この著者はどれほどの愛情をアキレウスに対して抱きながら、『イリアス』という叙事詩を読んだのだろうとため息がでます。
著者のその気合いの入り具合になかばひきずられるようにして読んでしまいました。
希代の英雄となることを予言された少年アキレウスが青年となっていく過程には、自国でのおだやかな時、ケンタウルスのケイロンの下での修業時代、トロイア戦争を避けていた時期、そして、トロイア戦争へという流れがあり、そのすべてに寄り添うのがパトロクロス。
物語は、王子でありながら自国を追われ、アキレウスの父のもとへ送られたことでその息子アキレウスとの間に強い絆を育くむことになった彼の視点で描かれ、彼がアキレウスを愛したかであふれんばかりです。
パトロクロスの眼がとらえて離さないアキレウスは、輝くばかりの美しさを意識することすらなく自然にまとった少年であり、運命に与えられた才能をあるがままに受けとめ、発揮する半神。
けれども、その一方で、アキレウスは常に自分の想いに忠実で、一途にパトロクロスを愛するただの人間でもあり、その無防備さは幼さを感じさせるほどです。
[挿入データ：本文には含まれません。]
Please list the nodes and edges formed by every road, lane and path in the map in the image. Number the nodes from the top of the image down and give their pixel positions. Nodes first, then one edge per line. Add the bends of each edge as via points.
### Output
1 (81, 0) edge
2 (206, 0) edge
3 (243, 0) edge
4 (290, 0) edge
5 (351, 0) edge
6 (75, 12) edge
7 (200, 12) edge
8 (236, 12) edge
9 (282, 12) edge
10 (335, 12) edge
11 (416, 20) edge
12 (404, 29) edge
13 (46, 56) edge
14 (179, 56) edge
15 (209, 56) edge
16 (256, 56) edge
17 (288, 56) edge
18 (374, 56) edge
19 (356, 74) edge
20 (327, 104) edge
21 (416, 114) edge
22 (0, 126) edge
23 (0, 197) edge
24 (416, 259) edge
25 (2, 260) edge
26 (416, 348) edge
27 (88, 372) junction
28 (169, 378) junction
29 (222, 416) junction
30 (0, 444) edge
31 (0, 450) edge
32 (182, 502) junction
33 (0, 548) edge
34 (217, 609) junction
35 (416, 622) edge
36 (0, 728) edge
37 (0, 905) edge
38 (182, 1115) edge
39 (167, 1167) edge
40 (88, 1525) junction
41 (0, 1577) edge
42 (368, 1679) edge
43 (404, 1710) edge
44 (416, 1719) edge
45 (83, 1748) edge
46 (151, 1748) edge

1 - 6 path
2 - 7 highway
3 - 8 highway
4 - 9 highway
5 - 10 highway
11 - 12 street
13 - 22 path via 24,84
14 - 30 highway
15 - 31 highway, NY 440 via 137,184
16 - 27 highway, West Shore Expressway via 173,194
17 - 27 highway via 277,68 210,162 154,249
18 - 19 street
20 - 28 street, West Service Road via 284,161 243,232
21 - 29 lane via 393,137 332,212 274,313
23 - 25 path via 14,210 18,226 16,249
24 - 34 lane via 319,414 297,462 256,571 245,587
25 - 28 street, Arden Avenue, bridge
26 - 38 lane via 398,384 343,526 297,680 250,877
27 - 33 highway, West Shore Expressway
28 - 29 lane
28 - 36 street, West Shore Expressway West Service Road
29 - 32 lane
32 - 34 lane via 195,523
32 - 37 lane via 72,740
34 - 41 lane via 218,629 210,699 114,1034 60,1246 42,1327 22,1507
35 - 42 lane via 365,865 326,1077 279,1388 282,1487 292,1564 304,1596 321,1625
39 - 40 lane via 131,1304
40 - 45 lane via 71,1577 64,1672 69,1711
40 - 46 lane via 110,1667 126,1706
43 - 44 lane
半神半人アキレウスの生涯は、人の子であるパトロクロスと出会い、失うがゆえに神々に予言された道を進んでいきます。
「死が二人を分かつまで」のその後までを語る物語を読み終えて、『イリアス』を読んでおけばよかったと思いました。
ざっくりとでも読んでいて、自分なりの感想を『イリアス』やアキレウスに対して持っていれば、この物語を読んでいれば、思うところももっと変わったかもしれません。
「そう、そう、そんな感じ!」と思うか、「これはちょっとなぁ」と思うか。
実は、読み始める前は想像していなかったような作品だったのですが、いずれにせよ、物語が語りなおされることのおもしろさを思わせてくれる作品でした。